His design for the Merriweather Post Pavilion, an open-air music theater in Columbia, Maryland, won him an award in 1967 from the Baltimore chapter of the American Institute of Architects. He gained more attention in 1972 with a line of furniture, “Easy Edges,” made from corrugated cardboard.
Starting in 1977, Gehry expanded and renovated his Santa Monica home, a pink Dutch Colonial-style bungalow, transforming it into an indoor-outdoor composition of wood and glass, chain-link fences, and corrugated metal, defying the traditional notion of the house as castle by cutting irregular holes in it.
Old and new
“With very little money, I decided to build a new house around the old one and try to maintain a tension between the two, making one define the other, and giving the feeling that the old house remained intact within the new one,” wrote Gehry.
Neighbors were not pleased, and Gehry said his experiment drove away potential customers. He spent the next five years rebuilding his career.
Loyola Law School in Los Angeles hired him in 1978 to build its new campus. Gehry’s design, which grouped a series of contemporary buildings around a traditional square, proved that he was as much an urban planner as he was an architect. Gehry said he found the school in “a deplorable environment” and sought to create a campus “that gives a sense of dignity and is inspiring.”
Gehry became fascinated with fish as a child, when he played with the live carp his grandmother put in the bathtub until he transformed them into gefilte fish. The shape of fish appeared in several of his designs.

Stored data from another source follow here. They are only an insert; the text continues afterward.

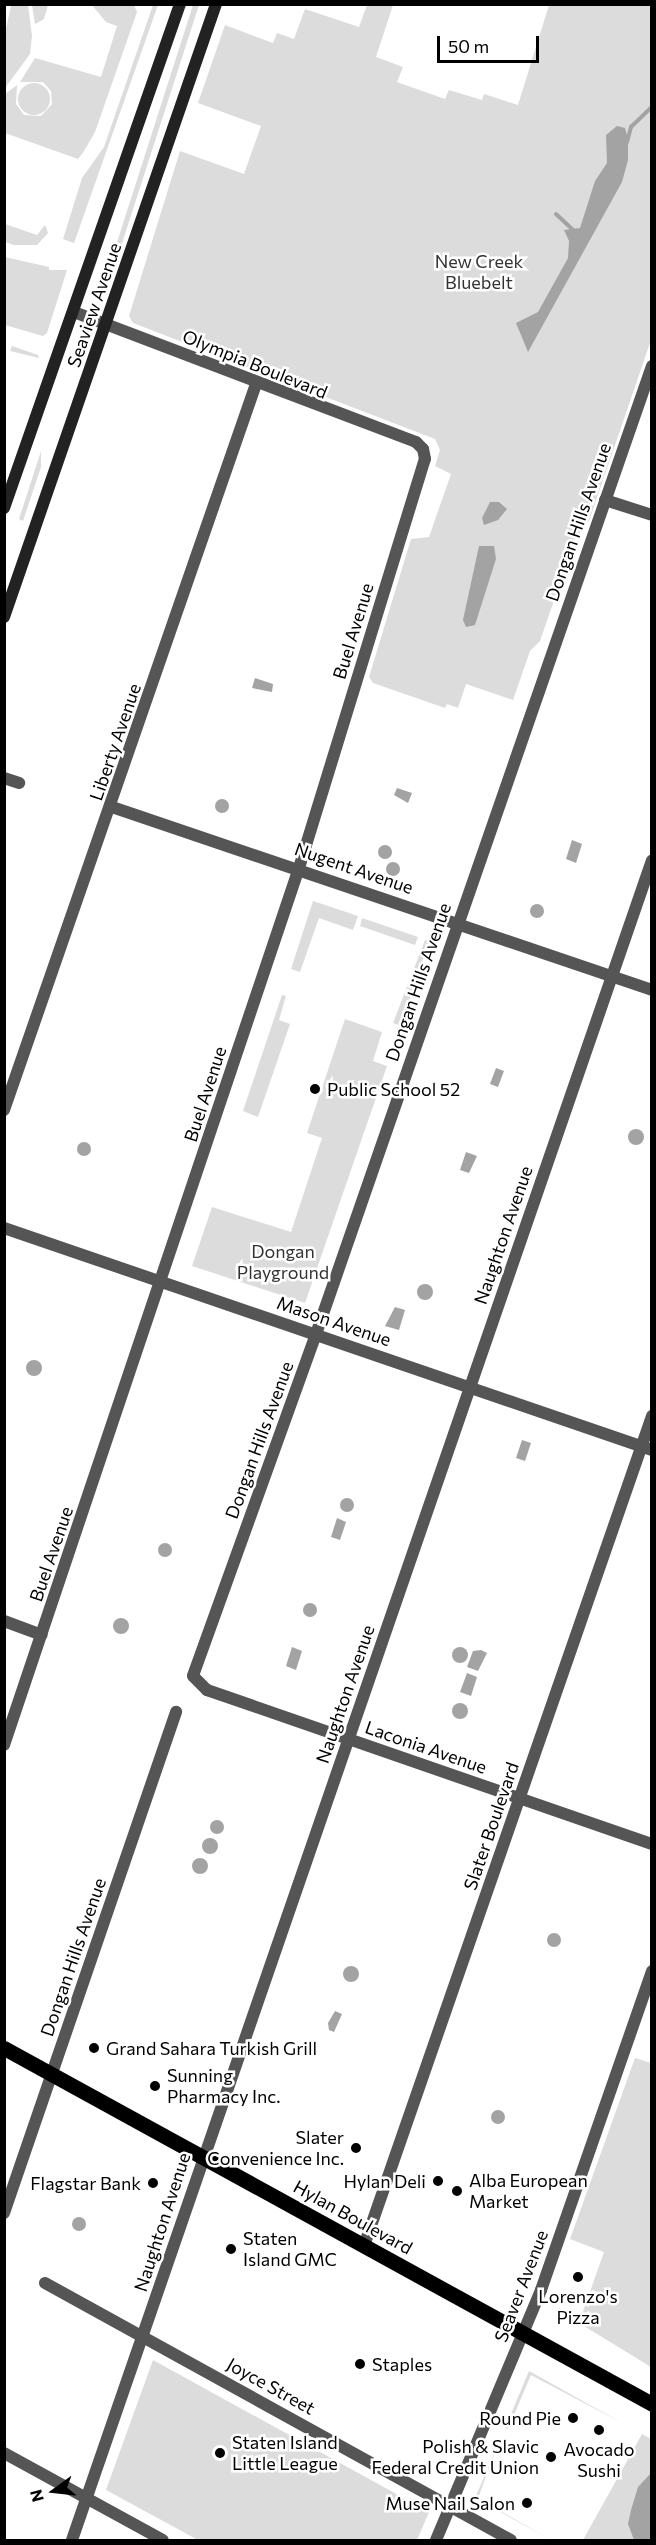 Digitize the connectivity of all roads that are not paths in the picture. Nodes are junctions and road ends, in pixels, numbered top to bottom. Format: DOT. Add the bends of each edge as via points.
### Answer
graph roads {
  1 [pos="180,4"];
  2 [pos="216,4"];
  3 [pos="73,312"];
  4 [pos="106,324"];
  5 [pos="651,366"];
  6 [pos="256,384"];
  7 [pos="423,449"];
  8 [pos="605,500"];
  9 [pos="4,508"];
  10 [pos="651,515"];
  11 [pos="4,617"];
  12 [pos="4,778"];
  13 [pos="19,783"];
  14 [pos="112,807"];
  15 [pos="651,860"];
  16 [pos="299,868"];
  17 [pos="458,923"];
  18 [pos="612,976"];
  19 [pos="651,990"];
  20 [pos="4,1110"];
  21 [pos="4,1228"];
  22 [pos="162,1281"];
  23 [pos="316,1334"];
  24 [pos="470,1387"];
  25 [pos="651,1416"];
  26 [pos="646,1448"];
  27 [pos="4,1621"];
  28 [pos="42,1635"];
  29 [pos="193,1676"];
  30 [pos="176,1712"];
  31 [pos="349,1739"];
  32 [pos="4,1746"];
  33 [pos="520,1799"];
  34 [pos="651,1844"];
  35 [pos="651,1971"];
  36 [pos="4,2048"];
  37 [pos="52,2075"];
  38 [pos="202,2157"];
  39 [pos="4,2213"];
  40 [pos="364,2247"];
  41 [pos="45,2283"];
  42 [pos="523,2334"];
  43 [pos="143,2336"];
  44 [pos="651,2404"];
  45 [pos="4,2452"];
  46 [pos="87,2498"];
  47 [pos="451,2506"];
  48 [pos="72,2541"];
  49 [pos="163,2541"];
  50 [pos="436,2541"];
  51 [pos="511,2541"];
  1 -- 3 [label="street, Seaview Avenue"];
  2 -- 4 [label="street, Seaview Avenue"];
  3 -- 4 [label="street, Olympia Boulevard"];
  3 -- 9 [label="street, Seaview Avenue"];
  4 -- 6 [label="street, Olympia Boulevard"];
  4 -- 11 [label="street, Seaview Avenue"];
  5 -- 8 [label="street, Dongan Hills Avenue"];
  6 -- 7 [label="street, Olympia Boulevard" via="416,442"];
  6 -- 14 [label="street, Liberty Avenue"];
  7 -- 16 [label="street, Buel Avenue" via="425,459"];
  8 -- 10 [label="street"];
  8 -- 17 [label="street, Dongan Hills Avenue"];
  12 -- 13 [label="street"];
  14 -- 16 [label="street, Nugent Avenue"];
  14 -- 20 [label="street, Liberty Avenue"];
  15 -- 18 [label="street, Naughton Avenue"];
  16 -- 17 [label="street, Nugent Avenue"];
  16 -- 22 [label="street, Buel Avenue"];
  17 -- 18 [label="street, Nugent Avenue"];
  17 -- 23 [label="street, Dongan Hills Avenue"];
  18 -- 19 [label="street, Nugent Avenue"];
  18 -- 24 [label="street, Naughton Avenue"];
  21 -- 22 [label="street, Mason Avenue"];
  22 -- 23 [label="street, Mason Avenue"];
  22 -- 28 [label="street, Buel Avenue"];
  23 -- 24 [label="street, Mason Avenue"];
  23 -- 29 [label="street, Dongan Hills Avenue"];
  24 -- 26 [label="street, Mason Avenue"];
  24 -- 31 [label="street, Naughton Avenue"];
  25 -- 26 [label="street, Slater Boulevard"];
  26 -- 33 [label="street, Slater Boulevard"];
  27 -- 28 [label="street"];
  28 -- 32 [label="street, Buel Avenue"];
  29 -- 31 [label="street, Laconia Avenue" via="207,1690"];
  30 -- 37 [label="street, Dongan Hills Avenue"];
  31 -- 33 [label="street, Laconia Avenue"];
  31 -- 38 [label="street, Naughton Avenue"];
  33 -- 34 [label="street, Laconia Avenue"];
  33 -- 40 [label="street, Slater Boulevard"];
  35 -- 42 [label="street, Seaver Avenue"];
  36 -- 37 [label="main road, Hylan Boulevard"];
  37 -- 38 [label="main road, Hylan Boulevard"];
  37 -- 39 [label="street, Dongan Hills Avenue"];
  38 -- 40 [label="main road, Hylan Boulevard"];
  38 -- 43 [label="street, Naughton Avenue"];
  40 -- 42 [label="main road, Hylan Boulevard"];
  41 -- 43 [label="street, Joyce Street"];
  42 -- 44 [label="main road, Hylan Boulevard"];
  42 -- 47 [label="street, Seaver Avenue"];
  43 -- 46 [label="street, Naughton Avenue"];
  43 -- 47 [label="street, Joyce Street"];
  45 -- 46 [label="street"];
  46 -- 48 [label="street, Naughton Avenue"];
  46 -- 49 [label="street"];
  47 -- 50 [label="street, Seaver Avenue"];
  47 -- 51 [label="street, Joyce Street"];
}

His 1986 design for the Fish Dance restaurant in Kobe, Japan, included a giant copper-scaled fish sculpture, one of his first computer-aided designs.
The ribbon-like curves that would become Gehry’s trademark first appeared in a transformative project in Europe. The Vitra Design Museum in Weil am Rhein, Germany, opened in 1990, features a serpent-like spiral staircase that coils around structural blocks.
His building for the Nationale-Nederlanden, in a public square in Prague, became known as the Dancing House, or Fred and Ginger building, because one tower seems to embrace the other, in full motion, like Fred Astaire and Ginger Rogers.
Manhattan skyline
Gehry’s first building in New York, 10 stories of white glass for IAC Corp. by Barry Diller, opened in the Chelsea neighborhood in 2007. His first foray into skyscrapers, the 76-story residential building at 8 Spruce Street in Lower Manhattan opened in 2011 as the tallest residential building in the city.
Although Gehry was personally averse to computers, his company became innovative in using computer-aided design to ensure that complex projects were viable and on time and on budget.
“We really try to become part of the construction industry, work with it, develop a partnership, because that’s the only way we can make things happen,” Gehry said in 2007, upon receiving a construction technology award from the National Building Museum.
Not everyone thought Gehry’s designs worked perfectly.
Responding to complaints about excessive glare, he agreed to sandblast parts of the Walt Disney Concert Hall’s shiny surface. In 2008, he was sued by the Massachusetts Institute of Technology, which claimed that planning and construction flaws resulted in leaks and cracks at the Stata Center, a Gehry-designed science building that cost $300 million. Gehry said these problems were minor and unavoidable in such complex structures, and the case was “amicably resolved” in 2010, according to a joint statement from the university, Gehry and construction company Skanska USA Building Inc.
Gehry married Anita Snyder, a legal secretary, in 1952, and they had two daughters. The marriage ended in divorce. He had two children with Berta Aguilera, whom he married in 1975. Gehry’s sister, Doreen Gehry Nelson, founded the Center for City Building Education, which trains teachers in urban design.